During a traditional Korean shaman summoning ritual, you never know for certain which god will emerge through the priestess, called the Mudang. In the throes of spiritual possession, her body becomes limitless—a bridge between past and present, mortal and divine. The Mudang is a potent touchstone for Portland-based artist Samantha Wall, who explores the transcendent potential of the female figure through her drawings rendered in vapory inks, graphite and gold leaf. For Wall, the body is never just an object of beauty but a portal toward something more profound. “I’m interested in female bodies represented in a way that feels infinite,” she says of her work.
Wall herself straddles multiple worlds—both as a multiracial woman of Korean and Black heritage and an immigrant born in South Korea and raised in the United States.
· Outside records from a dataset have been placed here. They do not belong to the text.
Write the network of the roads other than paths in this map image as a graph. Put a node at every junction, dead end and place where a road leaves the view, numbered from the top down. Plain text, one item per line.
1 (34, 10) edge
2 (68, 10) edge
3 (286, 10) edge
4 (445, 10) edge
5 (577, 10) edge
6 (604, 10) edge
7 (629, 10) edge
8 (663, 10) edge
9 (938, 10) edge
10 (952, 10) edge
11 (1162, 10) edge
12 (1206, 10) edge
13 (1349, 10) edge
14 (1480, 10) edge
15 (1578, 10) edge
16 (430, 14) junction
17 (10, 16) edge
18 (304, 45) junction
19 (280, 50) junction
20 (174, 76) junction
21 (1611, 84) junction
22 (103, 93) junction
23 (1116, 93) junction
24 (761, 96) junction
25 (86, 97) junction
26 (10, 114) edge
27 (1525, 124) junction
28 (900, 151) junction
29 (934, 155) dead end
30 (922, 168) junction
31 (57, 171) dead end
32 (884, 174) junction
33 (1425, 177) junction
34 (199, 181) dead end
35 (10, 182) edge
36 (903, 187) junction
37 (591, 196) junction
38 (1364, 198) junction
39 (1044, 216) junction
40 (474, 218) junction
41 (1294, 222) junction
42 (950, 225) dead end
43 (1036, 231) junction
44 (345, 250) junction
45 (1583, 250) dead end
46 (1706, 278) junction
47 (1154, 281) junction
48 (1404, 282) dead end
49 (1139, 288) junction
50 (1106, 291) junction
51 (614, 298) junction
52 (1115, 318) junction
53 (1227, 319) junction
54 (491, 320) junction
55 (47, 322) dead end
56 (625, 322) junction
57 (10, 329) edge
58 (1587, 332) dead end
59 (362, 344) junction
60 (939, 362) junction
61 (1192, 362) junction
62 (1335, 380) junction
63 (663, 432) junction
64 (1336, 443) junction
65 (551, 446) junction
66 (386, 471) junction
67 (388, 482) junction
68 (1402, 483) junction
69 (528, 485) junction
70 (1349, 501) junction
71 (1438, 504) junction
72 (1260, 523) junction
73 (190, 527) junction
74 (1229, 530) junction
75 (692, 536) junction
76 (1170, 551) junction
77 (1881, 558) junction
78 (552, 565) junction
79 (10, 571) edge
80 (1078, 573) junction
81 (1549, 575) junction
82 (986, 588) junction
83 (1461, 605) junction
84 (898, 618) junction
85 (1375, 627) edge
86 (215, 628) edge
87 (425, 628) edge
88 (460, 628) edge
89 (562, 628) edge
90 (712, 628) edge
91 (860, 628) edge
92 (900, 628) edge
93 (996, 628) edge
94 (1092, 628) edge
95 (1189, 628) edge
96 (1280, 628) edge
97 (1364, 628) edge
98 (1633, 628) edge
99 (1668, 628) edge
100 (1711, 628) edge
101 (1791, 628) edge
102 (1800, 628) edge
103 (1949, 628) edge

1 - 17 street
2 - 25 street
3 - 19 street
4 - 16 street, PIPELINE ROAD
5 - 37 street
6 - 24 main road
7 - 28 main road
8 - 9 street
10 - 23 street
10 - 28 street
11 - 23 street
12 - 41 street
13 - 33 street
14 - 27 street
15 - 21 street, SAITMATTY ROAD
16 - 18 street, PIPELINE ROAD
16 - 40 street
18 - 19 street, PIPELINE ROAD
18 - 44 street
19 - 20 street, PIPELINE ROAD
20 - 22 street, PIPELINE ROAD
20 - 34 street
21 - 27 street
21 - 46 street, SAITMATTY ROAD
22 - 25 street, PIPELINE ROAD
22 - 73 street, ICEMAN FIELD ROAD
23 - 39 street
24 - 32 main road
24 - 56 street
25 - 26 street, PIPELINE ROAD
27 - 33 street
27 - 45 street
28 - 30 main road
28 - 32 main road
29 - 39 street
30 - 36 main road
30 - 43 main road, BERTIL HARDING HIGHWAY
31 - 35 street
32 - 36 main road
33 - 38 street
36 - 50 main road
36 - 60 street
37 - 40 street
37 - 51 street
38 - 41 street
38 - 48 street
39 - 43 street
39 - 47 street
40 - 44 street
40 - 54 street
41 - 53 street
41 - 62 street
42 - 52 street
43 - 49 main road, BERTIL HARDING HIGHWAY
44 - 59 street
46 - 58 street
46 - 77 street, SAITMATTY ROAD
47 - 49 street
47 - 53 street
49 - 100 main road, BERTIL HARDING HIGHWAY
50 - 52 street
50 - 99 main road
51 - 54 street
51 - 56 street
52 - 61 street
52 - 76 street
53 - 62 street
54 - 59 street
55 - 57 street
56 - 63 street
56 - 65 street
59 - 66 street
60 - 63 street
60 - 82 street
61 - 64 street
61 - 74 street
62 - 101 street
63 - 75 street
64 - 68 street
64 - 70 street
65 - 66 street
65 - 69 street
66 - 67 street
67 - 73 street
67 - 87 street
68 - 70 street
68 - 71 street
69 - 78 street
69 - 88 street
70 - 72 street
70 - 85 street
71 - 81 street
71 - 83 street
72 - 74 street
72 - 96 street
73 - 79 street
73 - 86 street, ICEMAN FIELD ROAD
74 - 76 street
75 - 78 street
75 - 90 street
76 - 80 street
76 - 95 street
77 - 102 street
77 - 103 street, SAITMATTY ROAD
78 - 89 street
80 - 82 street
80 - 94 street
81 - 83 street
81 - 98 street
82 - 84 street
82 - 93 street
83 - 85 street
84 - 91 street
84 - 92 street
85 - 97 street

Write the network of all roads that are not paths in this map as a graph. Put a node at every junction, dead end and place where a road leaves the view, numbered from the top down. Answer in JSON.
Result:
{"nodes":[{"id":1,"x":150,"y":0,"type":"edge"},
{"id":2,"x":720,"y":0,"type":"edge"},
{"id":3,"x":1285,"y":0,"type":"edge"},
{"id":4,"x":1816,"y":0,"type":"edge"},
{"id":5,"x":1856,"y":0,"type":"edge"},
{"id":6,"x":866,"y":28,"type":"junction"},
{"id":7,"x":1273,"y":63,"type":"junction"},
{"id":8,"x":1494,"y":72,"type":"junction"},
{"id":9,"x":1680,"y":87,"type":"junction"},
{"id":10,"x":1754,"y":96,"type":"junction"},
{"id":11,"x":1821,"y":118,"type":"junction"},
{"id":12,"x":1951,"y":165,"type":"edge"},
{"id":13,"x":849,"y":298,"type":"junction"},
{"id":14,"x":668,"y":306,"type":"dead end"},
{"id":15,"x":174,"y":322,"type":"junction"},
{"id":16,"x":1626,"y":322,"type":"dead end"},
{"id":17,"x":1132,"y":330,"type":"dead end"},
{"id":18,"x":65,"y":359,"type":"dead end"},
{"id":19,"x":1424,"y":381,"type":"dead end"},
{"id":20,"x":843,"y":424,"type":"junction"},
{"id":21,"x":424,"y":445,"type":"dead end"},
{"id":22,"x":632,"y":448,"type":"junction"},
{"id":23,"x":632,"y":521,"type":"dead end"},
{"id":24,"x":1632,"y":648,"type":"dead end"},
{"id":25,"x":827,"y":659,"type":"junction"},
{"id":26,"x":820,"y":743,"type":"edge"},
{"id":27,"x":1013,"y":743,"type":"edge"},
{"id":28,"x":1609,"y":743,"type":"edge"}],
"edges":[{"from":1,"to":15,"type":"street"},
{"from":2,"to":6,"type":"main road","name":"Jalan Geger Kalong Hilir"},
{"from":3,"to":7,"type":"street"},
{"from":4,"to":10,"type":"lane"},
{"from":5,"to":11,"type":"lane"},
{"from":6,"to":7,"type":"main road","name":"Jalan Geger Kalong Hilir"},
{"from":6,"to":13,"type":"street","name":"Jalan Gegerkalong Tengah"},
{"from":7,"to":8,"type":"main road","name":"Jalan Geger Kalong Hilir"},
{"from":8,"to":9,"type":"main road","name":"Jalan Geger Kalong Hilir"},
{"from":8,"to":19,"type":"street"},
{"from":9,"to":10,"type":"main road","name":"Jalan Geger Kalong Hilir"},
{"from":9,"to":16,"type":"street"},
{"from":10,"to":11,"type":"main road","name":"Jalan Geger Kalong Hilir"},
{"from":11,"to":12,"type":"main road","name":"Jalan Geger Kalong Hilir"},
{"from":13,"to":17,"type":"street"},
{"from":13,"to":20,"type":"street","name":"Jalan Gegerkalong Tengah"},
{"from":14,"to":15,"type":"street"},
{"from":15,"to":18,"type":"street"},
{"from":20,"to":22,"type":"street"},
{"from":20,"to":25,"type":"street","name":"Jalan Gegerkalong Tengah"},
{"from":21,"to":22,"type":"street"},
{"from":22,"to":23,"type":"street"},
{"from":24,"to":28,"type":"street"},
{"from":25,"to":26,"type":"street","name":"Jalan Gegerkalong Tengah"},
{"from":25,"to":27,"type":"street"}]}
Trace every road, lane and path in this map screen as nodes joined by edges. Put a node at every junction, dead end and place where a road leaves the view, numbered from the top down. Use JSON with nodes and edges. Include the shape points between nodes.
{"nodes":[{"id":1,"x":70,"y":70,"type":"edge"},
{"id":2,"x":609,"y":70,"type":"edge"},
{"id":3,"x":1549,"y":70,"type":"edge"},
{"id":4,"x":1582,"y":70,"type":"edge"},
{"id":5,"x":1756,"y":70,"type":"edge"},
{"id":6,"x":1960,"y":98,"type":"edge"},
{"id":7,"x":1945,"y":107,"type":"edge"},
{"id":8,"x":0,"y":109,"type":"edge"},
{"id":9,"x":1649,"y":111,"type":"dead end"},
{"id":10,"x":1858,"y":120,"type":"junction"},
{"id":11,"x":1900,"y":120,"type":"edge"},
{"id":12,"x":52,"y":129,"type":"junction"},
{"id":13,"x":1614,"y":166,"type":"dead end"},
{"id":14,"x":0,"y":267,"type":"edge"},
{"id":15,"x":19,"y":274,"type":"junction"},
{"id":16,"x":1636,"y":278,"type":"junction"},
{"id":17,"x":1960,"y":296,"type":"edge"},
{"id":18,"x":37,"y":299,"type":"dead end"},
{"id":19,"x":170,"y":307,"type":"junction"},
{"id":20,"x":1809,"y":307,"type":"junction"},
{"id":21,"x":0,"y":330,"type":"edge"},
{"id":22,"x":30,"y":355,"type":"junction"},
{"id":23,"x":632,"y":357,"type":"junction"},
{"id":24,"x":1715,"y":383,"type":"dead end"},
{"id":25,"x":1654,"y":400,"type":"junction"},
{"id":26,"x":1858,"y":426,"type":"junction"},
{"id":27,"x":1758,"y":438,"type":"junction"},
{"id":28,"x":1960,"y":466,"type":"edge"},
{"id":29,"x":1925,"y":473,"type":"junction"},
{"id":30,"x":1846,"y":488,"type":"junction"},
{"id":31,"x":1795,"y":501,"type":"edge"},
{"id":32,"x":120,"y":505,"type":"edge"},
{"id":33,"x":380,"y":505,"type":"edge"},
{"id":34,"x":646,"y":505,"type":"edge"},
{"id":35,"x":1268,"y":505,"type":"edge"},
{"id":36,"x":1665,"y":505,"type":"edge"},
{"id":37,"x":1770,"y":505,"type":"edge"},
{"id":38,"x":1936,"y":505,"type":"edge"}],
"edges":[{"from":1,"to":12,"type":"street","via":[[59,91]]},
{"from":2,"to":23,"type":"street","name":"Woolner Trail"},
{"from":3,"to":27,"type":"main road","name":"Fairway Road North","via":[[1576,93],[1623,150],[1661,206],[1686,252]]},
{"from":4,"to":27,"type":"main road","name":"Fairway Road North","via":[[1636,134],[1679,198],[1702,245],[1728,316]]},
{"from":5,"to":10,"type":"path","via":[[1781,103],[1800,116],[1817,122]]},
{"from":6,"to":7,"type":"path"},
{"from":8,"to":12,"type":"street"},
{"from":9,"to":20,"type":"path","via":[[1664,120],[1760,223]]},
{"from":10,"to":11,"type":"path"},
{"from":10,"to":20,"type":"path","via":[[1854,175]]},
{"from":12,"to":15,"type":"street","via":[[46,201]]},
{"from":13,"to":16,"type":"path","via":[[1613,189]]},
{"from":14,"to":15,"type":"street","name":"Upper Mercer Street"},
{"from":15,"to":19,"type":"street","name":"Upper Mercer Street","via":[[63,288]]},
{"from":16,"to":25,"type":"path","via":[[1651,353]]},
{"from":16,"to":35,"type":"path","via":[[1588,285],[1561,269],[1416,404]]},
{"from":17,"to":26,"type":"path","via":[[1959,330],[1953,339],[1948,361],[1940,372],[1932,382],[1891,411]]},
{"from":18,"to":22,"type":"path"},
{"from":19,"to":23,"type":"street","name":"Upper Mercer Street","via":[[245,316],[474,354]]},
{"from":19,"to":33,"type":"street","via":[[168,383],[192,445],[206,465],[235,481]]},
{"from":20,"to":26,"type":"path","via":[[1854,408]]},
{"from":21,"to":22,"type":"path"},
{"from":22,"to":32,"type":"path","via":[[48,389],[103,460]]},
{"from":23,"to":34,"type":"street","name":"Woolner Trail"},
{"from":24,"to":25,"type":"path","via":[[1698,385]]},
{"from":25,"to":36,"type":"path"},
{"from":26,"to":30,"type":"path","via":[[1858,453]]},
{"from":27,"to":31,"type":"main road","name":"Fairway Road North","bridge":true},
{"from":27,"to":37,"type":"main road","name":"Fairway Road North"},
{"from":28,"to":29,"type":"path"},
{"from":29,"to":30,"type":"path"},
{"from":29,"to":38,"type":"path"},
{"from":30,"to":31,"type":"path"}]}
Similarly, her practice aims to embody women that defy tidy categorization. In “Indivisible,” the artist’s intimate graphite portrait series of multiethnic and multiracial women, her intricate line work intentionally leaves huge swaths of the paper untouched, giving her subjects breathing room beyond the limits culture places on their bodies. “That empty space allows for possibility,” notes Wall. “It allows for the room that I can’t fill when making portraits, knowing there’s so much more that I can’t represent.” Of late, she has also been using India ink and gold leaf on translucent Dura-Lar (a type of polyester film) to conjure the same sense of vastness. On the moisture-resistant material, the ink forms watery pools she can manipulate with a brush. Accented with warm gold, the spectral swirls “create something that feels like cosmic bodies,” says Wall.
These gossamer figures ground her current projects exploring Korean shamanism rituals, particularly the Mudang. Historically, women have predominantly shepherded these traditions. Channeling these presences when drawing herself and the women in her family proved healing for Wall—reconnecting to the culture she left behind and counterbalancing the invisibility she and so many women of color experience in America. “It lets me break that skin and enter a space where I can play with the archetype, embody their power in a way I don’t feel I’m allowed to socially,” she explains. “I can be unapologetic.”
Creatively, Wall herself is feeling expansive as her work grows in scope with large-scale installations at Portland International Airport and Facebook’s headquarters in Redmond, Washington. Claiming more space seems right for the artist. As she notes, “Portraiture allows me to leave a mark that helps me feel connected to my community.”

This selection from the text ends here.